Press release:

WASHINGTON – The U.S. Fish and Wildlife Service announced today that it will distribute $1.1 billion in revenues generated by the hunting and angling industry to state and territorial fish and wildlife agencies throughout the nation. The funds support critical fish and wildlife conservation and recreation projects that benefit all Americans . . .

The Service apportions the funds to all 50 states and U.S. territories through the Pittman-Robertson Wildlife Restoration and Dingell-Johnson Sport Fish Restoration programs. Revenues come from excise taxes generated by the sale of sporting firearms, ammunition, archery equipment, fishing equipment, electric boat motors, and from taxes on the purchase of motorboat fuel.

“These funds are the cornerstone of state-based efforts that are critical to the preservation of America’s wildlife and natural resources,” said Service Director Dan Ashe. “But they are also the fuel for a massive financial engine that benefits outdoor recreationists, hunters, boaters and anglers, equipment manufacturers and retailers, and local and regional economies. Their value cannot be overstated in providing opportunities for the next generation of Americans to get outdoors, experience our wild places and learn the importance of conserving our natural heritage.”

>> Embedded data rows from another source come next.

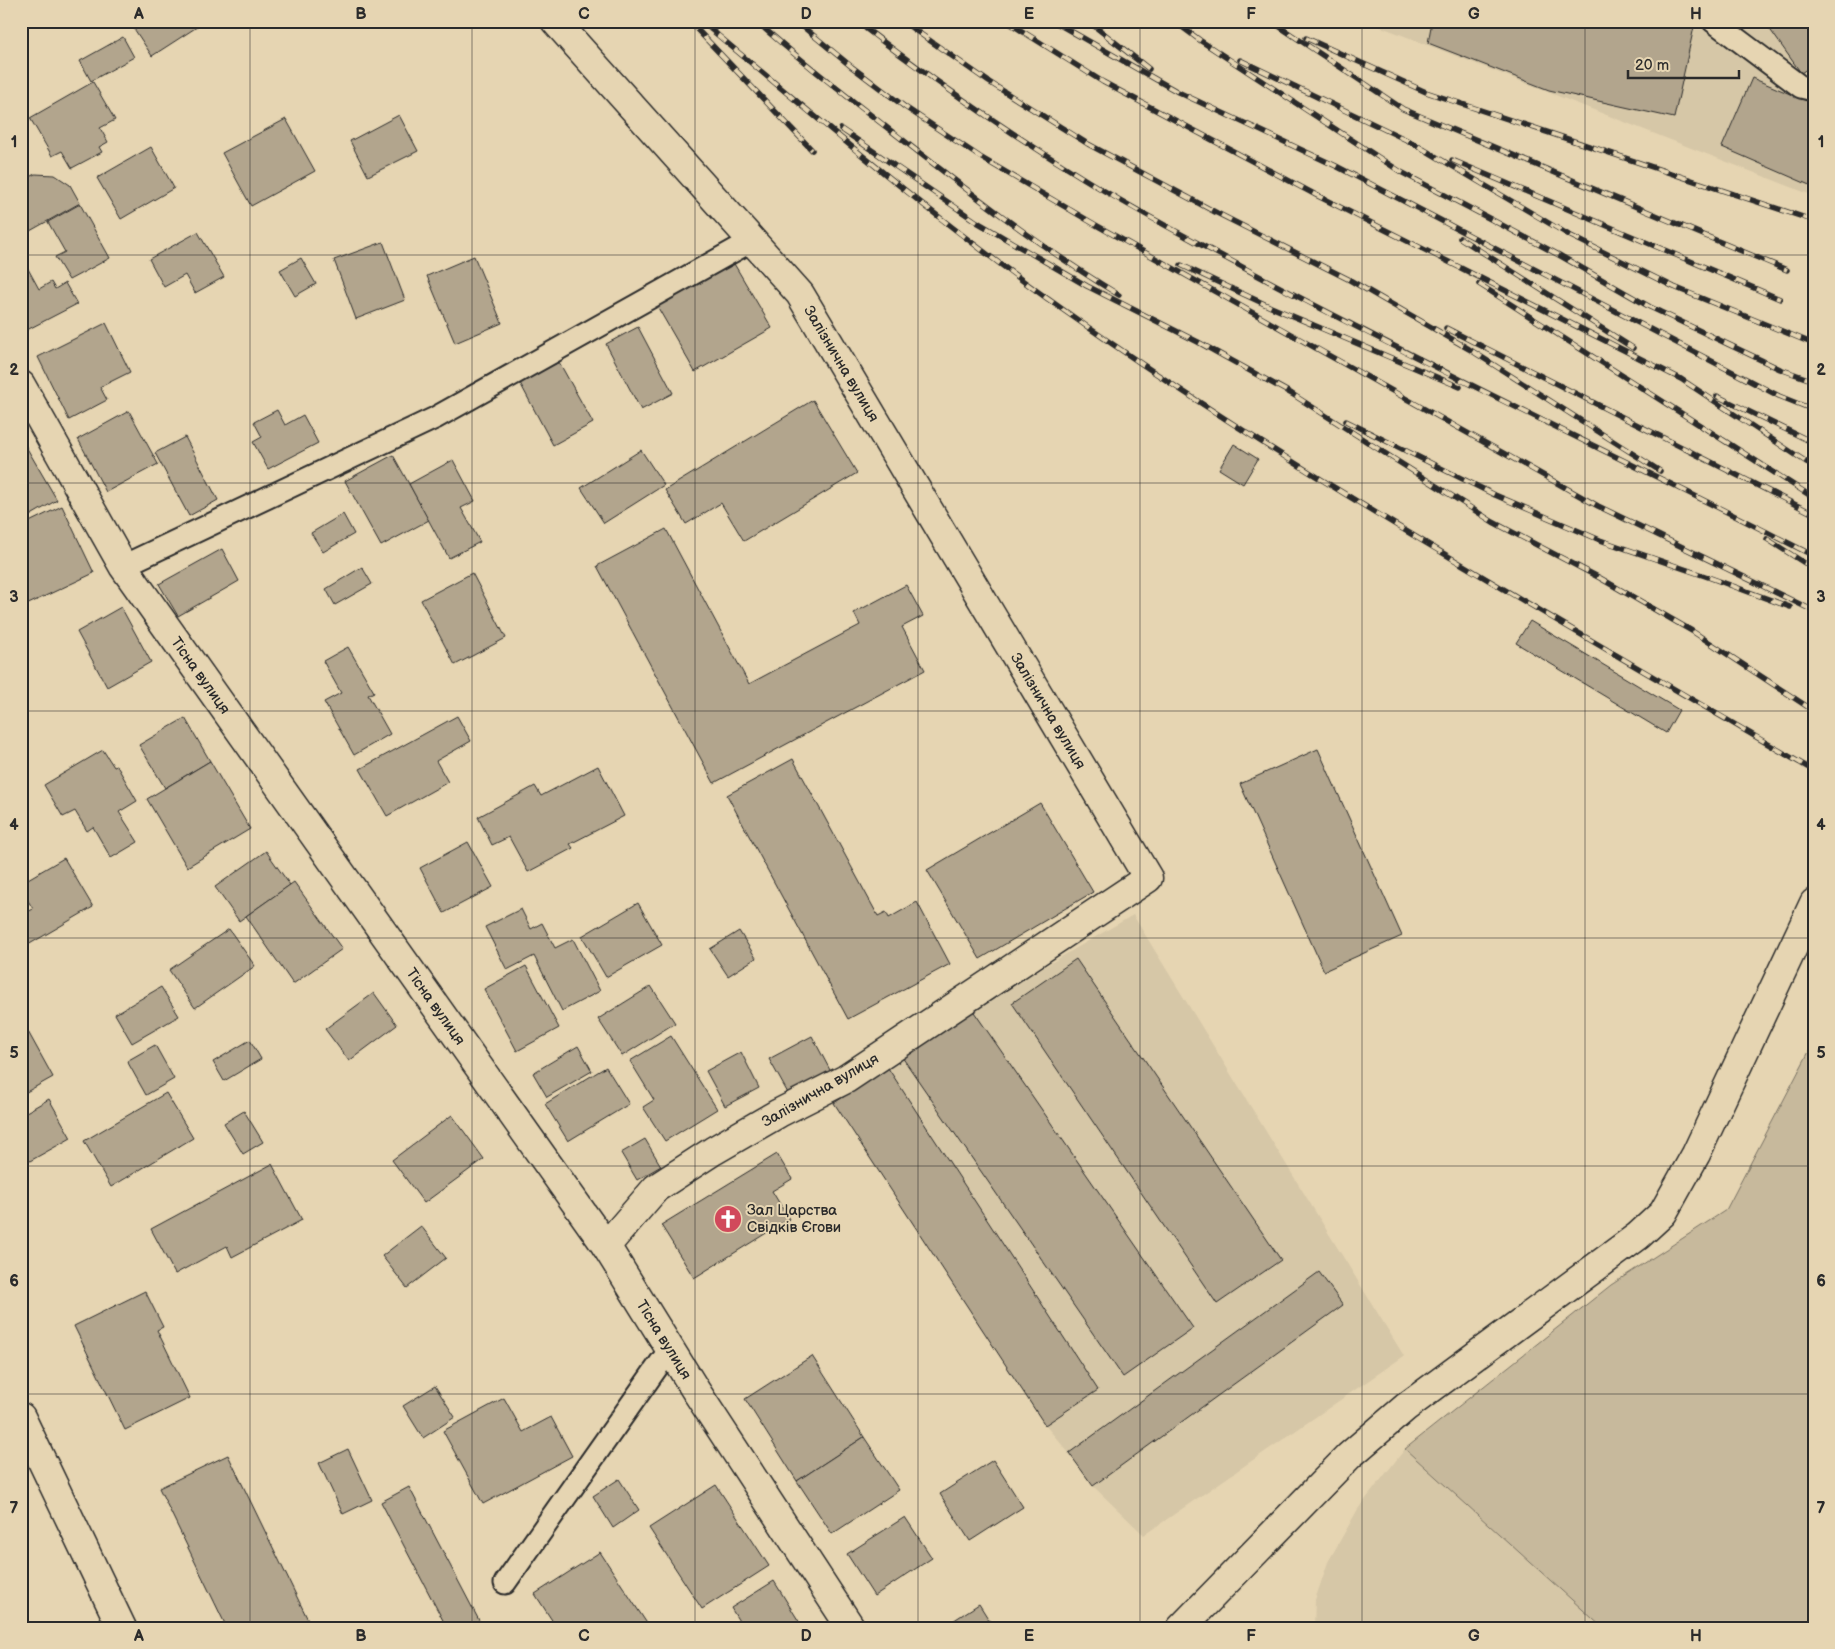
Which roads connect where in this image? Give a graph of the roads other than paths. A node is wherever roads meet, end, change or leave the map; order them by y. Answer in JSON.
{"nodes":[{"id":1,"x":555,"y":21,"type":"edge"},
{"id":2,"x":1713,"y":21,"type":"edge"},
{"id":3,"x":1814,"y":90,"type":"edge"},
{"id":4,"x":752,"y":240,"type":"junction"},
{"id":5,"x":21,"y":385,"type":"edge"},
{"id":6,"x":123,"y":566,"type":"junction"},
{"id":7,"x":1814,"y":903,"type":"edge"},
{"id":8,"x":606,"y":1246,"type":"junction"},
{"id":9,"x":670,"y":1349,"type":"junction"},
{"id":10,"x":21,"y":1417,"type":"edge"},
{"id":11,"x":505,"y":1583,"type":"dead end"},
{"id":12,"x":1192,"y":1624,"type":"edge"},
{"id":13,"x":122,"y":1628,"type":"edge"},
{"id":14,"x":851,"y":1628,"type":"edge"}],
"edges":[{"from":1,"to":4,"type":"street","name":"Залізнична вулиця"},
{"from":2,"to":3,"type":"lane"},
{"from":4,"to":6,"type":"lane"},
{"from":4,"to":8,"type":"street","name":"Залізнична вулиця"},
{"from":5,"to":6,"type":"street","name":"Тісна вулиця"},
{"from":6,"to":8,"type":"street","name":"Тісна вулиця"},
{"from":7,"to":12,"type":"street"},
{"from":8,"to":9,"type":"street","name":"Тісна вулиця"},
{"from":9,"to":11,"type":"lane"},
{"from":9,"to":14,"type":"street","name":"Тісна вулиця"},
{"from":10,"to":13,"type":"street"}]}
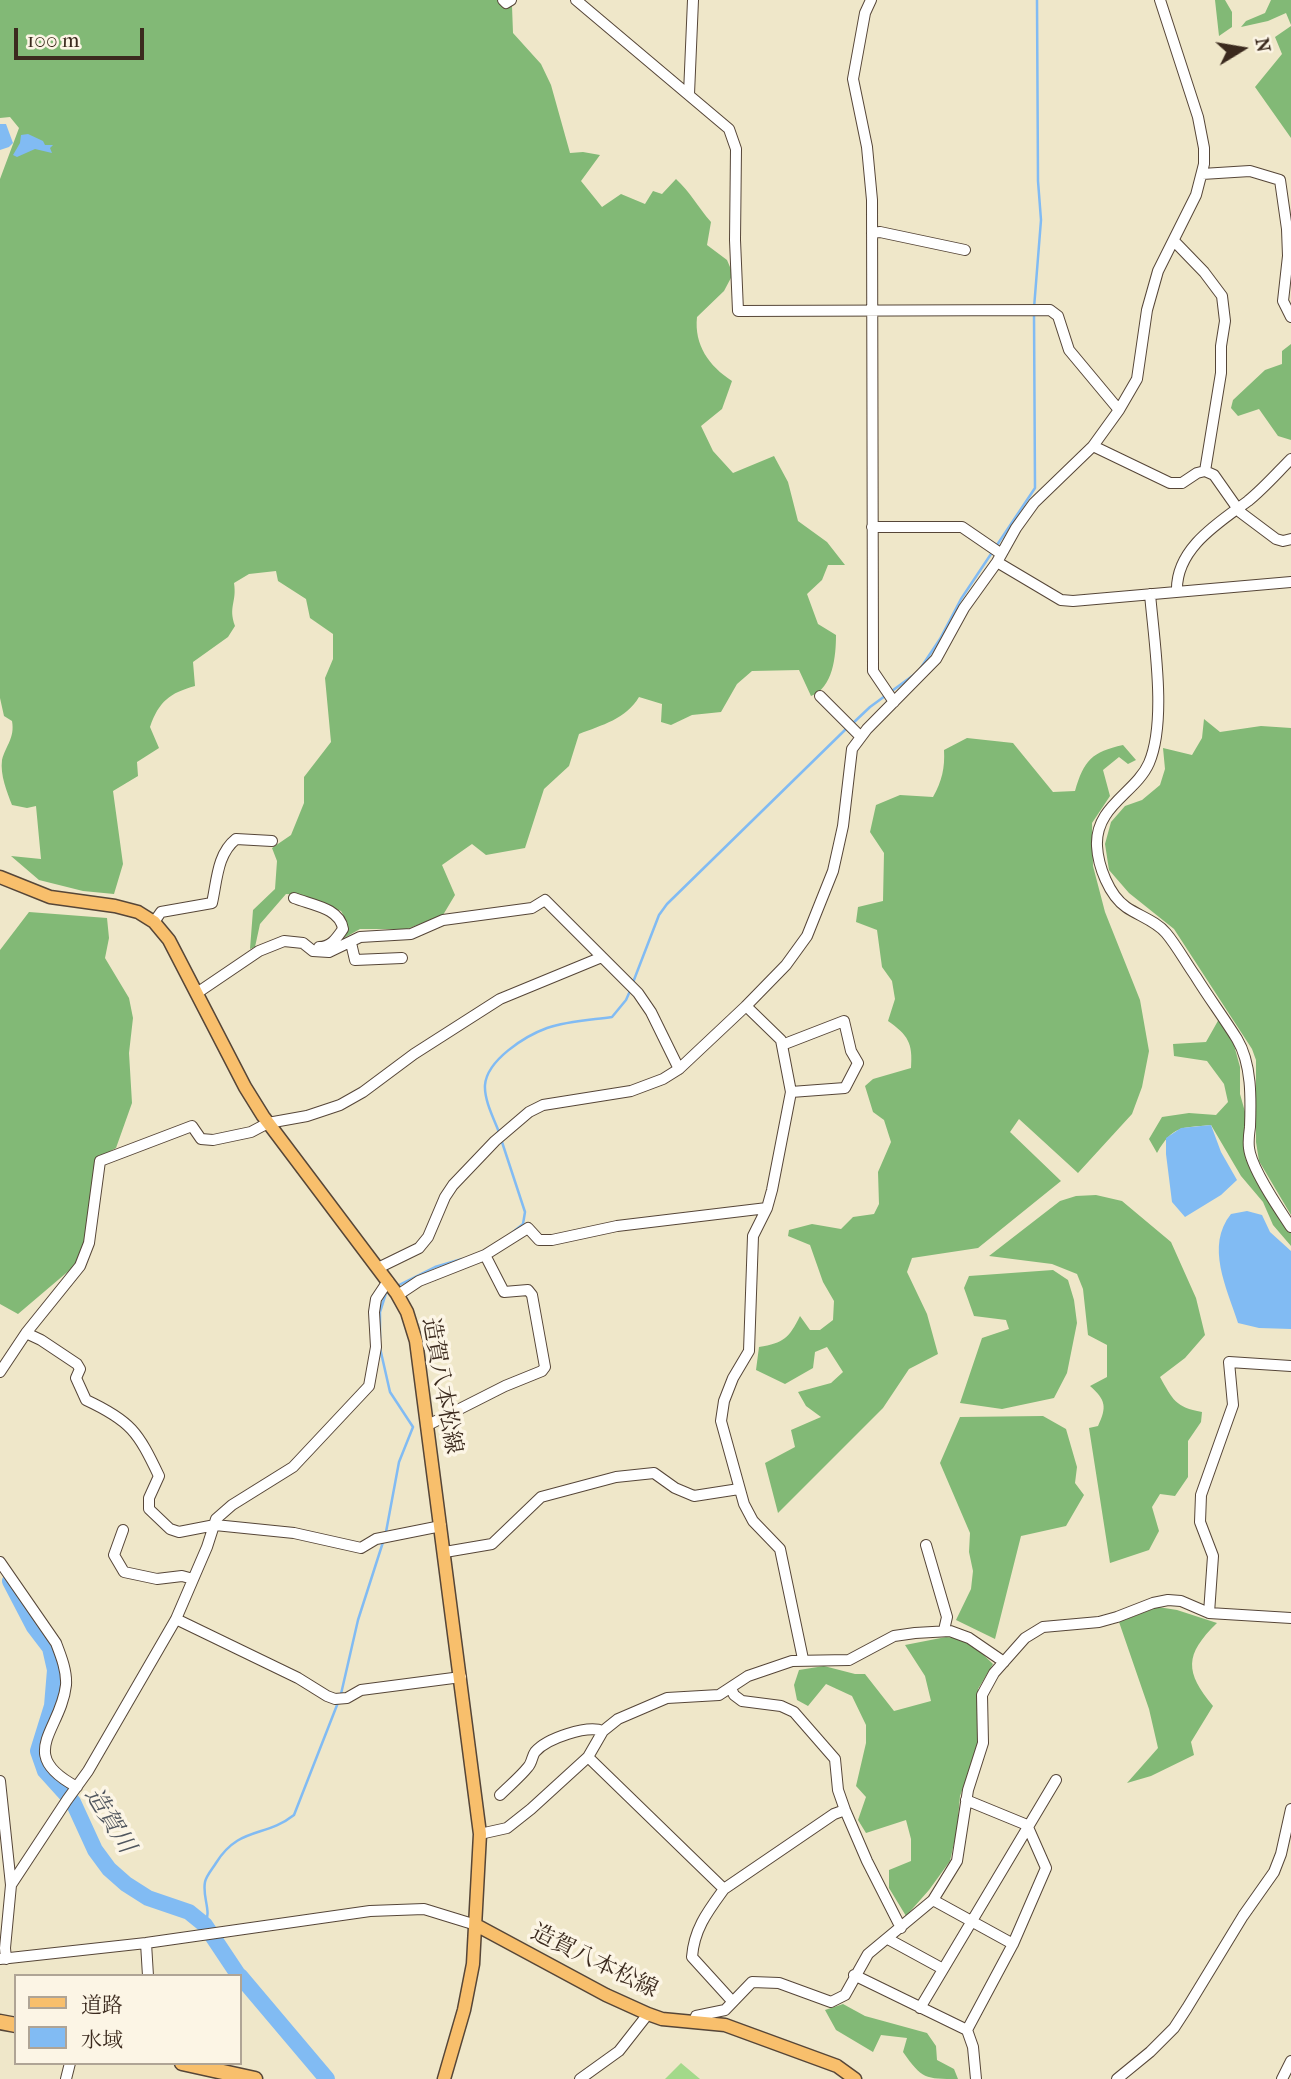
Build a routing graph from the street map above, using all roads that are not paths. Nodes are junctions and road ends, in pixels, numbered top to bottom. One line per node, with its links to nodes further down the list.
1 (503, 0): 2 (street)
2 (511, 0)
3 (576, 0): 7 (street)
4 (693, 0): 7 (street)
5 (871, 0): 9 (street)
6 (1160, 0): 8 (street)
7 (688, 94): 12 (street)
8 (1202, 174): 10 (street); 13 (street)
9 (872, 233): 11 (street); 12 (street)
10 (1174, 241): 14 (street); 17 (street)
11 (965, 250)
12 (871, 312): 14 (street); 19 (street)
13 (1291, 317)
14 (1119, 410): 15 (street)
15 (1093, 446): 17 (street); 21 (street)
16 (1291, 459): 18 (street)
17 (1205, 471): 18 (street)
18 (1238, 507): 20 (street); 23 (street)
19 (872, 527): 21 (street); 26 (street)
20 (1291, 539)
21 (998, 557): 24 (street); 26 (street)
22 (1291, 582): 23 (street)
23 (1177, 592): 24 (street)
24 (1150, 594): 43 (street)
25 (820, 696): 27 (street)
26 (889, 705): 27 (street)
27 (857, 733): 37 (street)
28 (272, 841): 31 (street)
29 (0, 877): 31 (main road, 造賀八本松線)
30 (294, 898): 33 (street)
31 (154, 922): 36 (main road, 造賀八本松線)
32 (352, 943): 33 (street); 34 (street); 35 (street)
33 (313, 951): 36 (street)
34 (601, 957): 39 (street); 41 (street)
35 (402, 958)
36 (198, 993): 41 (main road, 造賀八本松線)
37 (746, 1006): 38 (street); 39 (street)
38 (782, 1045): 40 (street); 40 (street)
39 (679, 1069): 45 (street)
40 (790, 1092): 42 (street)
41 (268, 1123): 45 (main road, 造賀八本松線); 47 (street)
42 (767, 1208): 44 (street); 52 (street)
43 (1291, 1227)
44 (485, 1255): 46 (street); 51 (street)
45 (378, 1268): 46 (main road, 造賀八本松線)
46 (393, 1288): 51 (main road, 造賀八本松線); 53 (street)
47 (26, 1333): 48 (street); 53 (street)
48 (3, 1359): 50 (street)
49 (1291, 1366): 60 (street)
50 (0, 1372)
51 (428, 1426): 54 (main road, 造賀八本松線)
52 (739, 1489): 57 (street); 64 (street)
53 (215, 1525): 54 (street); 59 (street)
54 (441, 1526): 57 (main road, 造賀八本松線)
55 (123, 1530): 59 (street)
56 (926, 1545): 63 (street)
57 (445, 1552): 66 (main road, 造賀八本松線)
58 (0, 1562): 72 (street)
59 (193, 1579): 62 (street)
60 (1209, 1613): 61 (street); 65 (street)
61 (1291, 1618)
62 (176, 1619): 66 (street); 72 (street)
63 (944, 1630): 64 (street); 65 (street)
64 (803, 1659): 67 (street)
65 (1004, 1662): 74 (street)
66 (461, 1677): 78 (main road, 造賀八本松線)
67 (731, 1688): 68 (street); 76 (street)
68 (603, 1731): 69 (street); 73 (street)
69 (588, 1756): 78 (street); 80 (street)
70 (0, 1780): 79 (street)
71 (1056, 1780): 77 (street)
72 (72, 1793): 79 (street)
73 (500, 1795)
74 (967, 1800): 77 (street); 81 (street)
75 (1291, 1809): 104 (street)
76 (845, 1810): 80 (street); 84 (street)
77 (1027, 1825): 82 (street); 87 (street)
78 (480, 1834): 83 (main road, 造賀八本松線)
79 (11, 1885): 88 (street)
80 (724, 1889): 92 (street)
81 (933, 1900): 82 (street); 84 (street)
82 (971, 1922): 87 (street); 89 (street)
83 (476, 1925): 86 (street); 94 (main road, 造賀八本松線); 99 (main road, 造賀八本松線)
84 (901, 1928): 85 (street)
85 (888, 1939): 89 (street); 91 (street)
86 (146, 1943): 88 (street); 90 (street)
87 (1013, 1944): 96 (street)
88 (3, 1959)
89 (943, 1969): 93 (street)
90 (148, 1974)
91 (854, 1975): 92 (street); 93 (street)
92 (732, 2001): 95 (street)
93 (920, 2008): 96 (street)
94 (649, 2014): 95 (main road, 造賀八本松線); 101 (street)
95 (694, 2022): 102 (main road, 造賀八本松線)
96 (967, 2030): 103 (street)
97 (1291, 2062): 105 (street)
98 (191, 2065): 100 (highway)
99 (444, 2078)
100 (255, 2079)
101 (580, 2079)
102 (855, 2079)
103 (976, 2079)
104 (1117, 2079)
105 (1282, 2079)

Pittman Robertson-Dingell Johnson funds are distributed by the Service’s Wildlife and Sport Fish Restoration program. Since their inception, the programs have generated more than $15 billion to conserve fish and wildlife resources and support outdoor recreation opportunities for the American public. The recipient State fish and wildlife agencies have matched these funds with more than $5 billion over the years, mostly through hunting and fishing license revenues.

“The Wildlife and Sport Fish Restoration program provides critical funding for conservation projects and outdoor recreation activities across this great nation,” said Assistant Director Hannibal Bolton of the Service’s WSFR program. “I can’t stress enough that the key to the program’s success is through our dedicated partnerships with State agencies, non-government organizations and many others.”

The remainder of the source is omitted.